Problem >> Pictures stay out, but every line of the data is copied exactly.

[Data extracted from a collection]
>>>

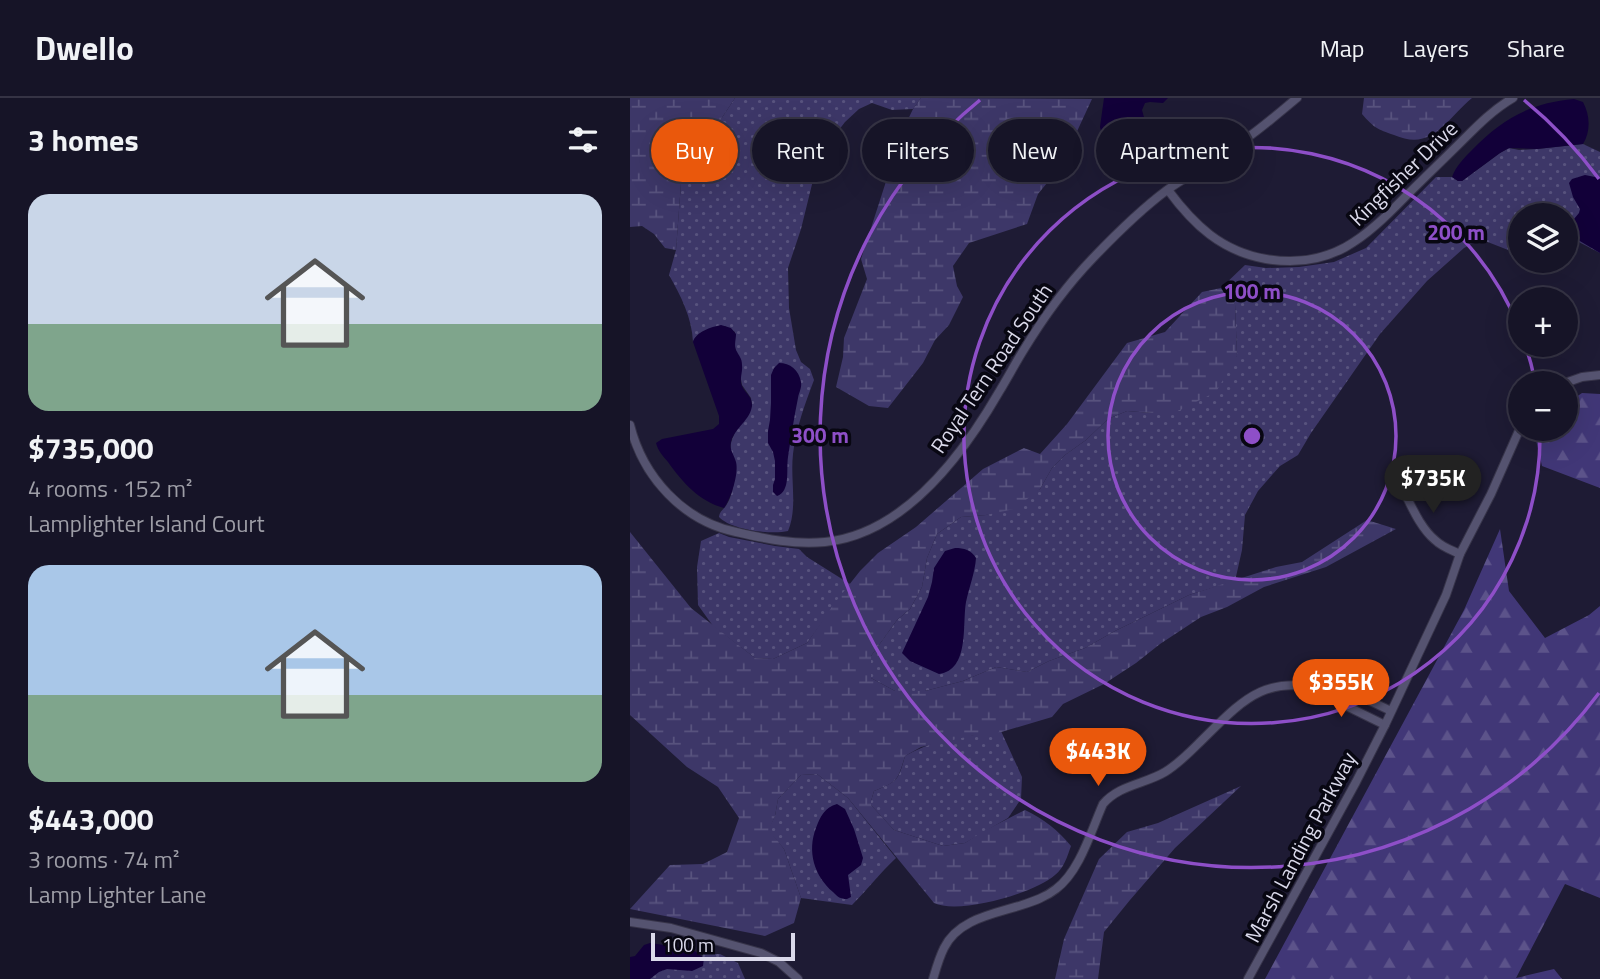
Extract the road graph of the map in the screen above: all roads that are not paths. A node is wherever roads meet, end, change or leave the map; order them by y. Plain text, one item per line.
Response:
1 (1297, 98) edge
2 (1513, 98) edge
3 (1168, 190) junction
4 (1600, 375) edge
5 (1578, 378) edge
6 (630, 425) edge
7 (1514, 441) edge
8 (1400, 484) dead end
9 (1460, 554) junction
10 (1330, 691) junction
11 (1360, 695) junction
12 (1353, 709) junction
13 (1391, 711) junction
14 (1385, 725) junction
15 (630, 922) edge
16 (799, 979) edge
17 (933, 979) edge
18 (1248, 979) edge

1 - 3 street, Royal Tern Road South
2 - 3 street, Kingfisher Drive
3 - 6 street, Royal Tern Road South
4 - 5 street
7 - 9 street, Marsh Landing Parkway
8 - 9 street
9 - 13 street, Marsh Landing Parkway
10 - 11 street
10 - 12 street
10 - 17 street
11 - 12 street
11 - 13 street
12 - 14 street
13 - 14 street, Marsh Landing Parkway
14 - 18 street, Marsh Landing Parkway
15 - 16 street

<<<

Expected output >>
Extract the road graph of the map in the screen above: all roads that are not paths. A node is wherever roads meet, end, change or leave the map; order them by y. Plain text, one item per line.
Response:
1 (1297, 98) edge
2 (1513, 98) edge
3 (1168, 190) junction
4 (1600, 375) edge
5 (1578, 378) edge
6 (630, 425) edge
7 (1514, 441) edge
8 (1400, 484) dead end
9 (1460, 554) junction
10 (1330, 691) junction
11 (1360, 695) junction
12 (1353, 709) junction
13 (1391, 711) junction
14 (1385, 725) junction
15 (630, 922) edge
16 (799, 979) edge
17 (933, 979) edge
18 (1248, 979) edge

1 - 3 street, Royal Tern Road South
2 - 3 street, Kingfisher Drive
3 - 6 street, Royal Tern Road South
4 - 5 street
7 - 9 street, Marsh Landing Parkway
8 - 9 street
9 - 13 street, Marsh Landing Parkway
10 - 11 street
10 - 12 street
10 - 17 street
11 - 12 street
11 - 13 street
12 - 14 street
13 - 14 street, Marsh Landing Parkway
14 - 18 street, Marsh Landing Parkway
15 - 16 street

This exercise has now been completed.